• [What you have to do] The answer must be every line from the listing that holds the string "node".

• [Given data]
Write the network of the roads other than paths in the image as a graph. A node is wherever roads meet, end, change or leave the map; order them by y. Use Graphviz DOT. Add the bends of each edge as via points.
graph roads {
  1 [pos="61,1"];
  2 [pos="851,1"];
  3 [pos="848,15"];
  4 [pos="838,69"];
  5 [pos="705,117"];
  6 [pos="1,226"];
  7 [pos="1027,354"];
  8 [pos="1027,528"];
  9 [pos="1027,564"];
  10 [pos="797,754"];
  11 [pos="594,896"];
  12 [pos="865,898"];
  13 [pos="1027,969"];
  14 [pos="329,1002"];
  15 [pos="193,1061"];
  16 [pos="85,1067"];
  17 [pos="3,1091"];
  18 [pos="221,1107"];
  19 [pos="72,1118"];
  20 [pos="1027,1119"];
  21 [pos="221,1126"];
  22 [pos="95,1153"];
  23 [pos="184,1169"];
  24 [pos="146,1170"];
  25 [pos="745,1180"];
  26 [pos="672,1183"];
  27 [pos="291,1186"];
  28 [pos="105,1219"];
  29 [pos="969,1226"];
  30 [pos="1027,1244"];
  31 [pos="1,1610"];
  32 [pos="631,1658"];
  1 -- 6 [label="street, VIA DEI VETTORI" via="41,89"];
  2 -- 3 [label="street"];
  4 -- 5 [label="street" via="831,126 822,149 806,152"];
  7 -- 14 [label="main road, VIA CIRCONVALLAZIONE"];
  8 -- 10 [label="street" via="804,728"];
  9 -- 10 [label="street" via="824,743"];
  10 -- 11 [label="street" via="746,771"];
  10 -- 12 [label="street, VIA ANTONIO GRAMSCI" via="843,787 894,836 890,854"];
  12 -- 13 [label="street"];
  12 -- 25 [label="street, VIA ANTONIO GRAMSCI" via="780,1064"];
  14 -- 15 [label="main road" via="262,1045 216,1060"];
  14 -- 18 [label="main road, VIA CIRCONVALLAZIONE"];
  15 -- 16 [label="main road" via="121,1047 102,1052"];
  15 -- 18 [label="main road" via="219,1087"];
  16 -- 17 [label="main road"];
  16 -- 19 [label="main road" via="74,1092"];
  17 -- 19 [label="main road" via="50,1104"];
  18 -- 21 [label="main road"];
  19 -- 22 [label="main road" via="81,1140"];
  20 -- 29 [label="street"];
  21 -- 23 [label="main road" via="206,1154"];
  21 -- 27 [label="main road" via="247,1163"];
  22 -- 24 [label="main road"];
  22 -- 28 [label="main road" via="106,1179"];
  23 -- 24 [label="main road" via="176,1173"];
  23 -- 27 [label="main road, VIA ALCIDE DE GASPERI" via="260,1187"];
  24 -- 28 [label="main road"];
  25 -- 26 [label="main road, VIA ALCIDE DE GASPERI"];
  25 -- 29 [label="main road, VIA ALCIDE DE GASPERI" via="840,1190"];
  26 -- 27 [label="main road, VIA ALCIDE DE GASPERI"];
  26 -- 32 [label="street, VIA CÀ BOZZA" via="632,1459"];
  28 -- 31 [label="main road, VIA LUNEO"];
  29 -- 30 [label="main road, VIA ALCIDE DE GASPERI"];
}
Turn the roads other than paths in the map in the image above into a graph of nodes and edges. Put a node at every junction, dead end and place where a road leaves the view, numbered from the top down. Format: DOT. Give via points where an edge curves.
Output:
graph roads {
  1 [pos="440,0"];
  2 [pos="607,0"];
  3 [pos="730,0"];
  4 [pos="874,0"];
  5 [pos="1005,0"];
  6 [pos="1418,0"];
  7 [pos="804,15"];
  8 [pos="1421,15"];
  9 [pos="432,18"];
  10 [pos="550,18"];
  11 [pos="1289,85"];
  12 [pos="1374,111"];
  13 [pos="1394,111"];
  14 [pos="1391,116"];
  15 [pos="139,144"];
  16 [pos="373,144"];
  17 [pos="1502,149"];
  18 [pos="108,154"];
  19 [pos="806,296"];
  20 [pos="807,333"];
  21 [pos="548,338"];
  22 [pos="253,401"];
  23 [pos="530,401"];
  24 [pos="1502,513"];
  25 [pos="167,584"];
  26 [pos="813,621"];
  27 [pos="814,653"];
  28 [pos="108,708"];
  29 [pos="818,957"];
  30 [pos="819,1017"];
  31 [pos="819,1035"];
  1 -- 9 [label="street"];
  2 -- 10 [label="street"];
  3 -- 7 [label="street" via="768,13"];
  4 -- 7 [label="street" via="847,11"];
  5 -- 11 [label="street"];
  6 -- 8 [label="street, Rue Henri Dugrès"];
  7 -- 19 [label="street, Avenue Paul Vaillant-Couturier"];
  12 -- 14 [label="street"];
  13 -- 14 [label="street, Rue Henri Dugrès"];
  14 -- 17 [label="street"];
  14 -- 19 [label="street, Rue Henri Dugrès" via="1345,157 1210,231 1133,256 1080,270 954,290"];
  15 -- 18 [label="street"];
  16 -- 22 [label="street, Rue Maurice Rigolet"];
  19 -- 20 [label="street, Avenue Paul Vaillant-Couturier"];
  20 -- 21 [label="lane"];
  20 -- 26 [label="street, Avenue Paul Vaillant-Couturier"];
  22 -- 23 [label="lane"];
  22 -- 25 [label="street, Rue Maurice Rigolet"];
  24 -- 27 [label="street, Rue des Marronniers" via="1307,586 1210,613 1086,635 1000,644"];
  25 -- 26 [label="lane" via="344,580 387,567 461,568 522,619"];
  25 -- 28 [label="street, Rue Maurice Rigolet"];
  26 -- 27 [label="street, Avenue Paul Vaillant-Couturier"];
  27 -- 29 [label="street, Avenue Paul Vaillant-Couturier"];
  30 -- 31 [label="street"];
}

• [Written response]
Write the network of the roads other than paths in the image as a graph. A node is wherever roads meet, end, change or leave the map; order them by y. Use Graphviz DOT. Add the bends of each edge as via points.
Turn the roads other than paths in the map in the image above into a graph of nodes and edges. Put a node at every junction, dead end and place where a road leaves the view, numbered from the top down. Format: DOT. Give via points where an edge curves.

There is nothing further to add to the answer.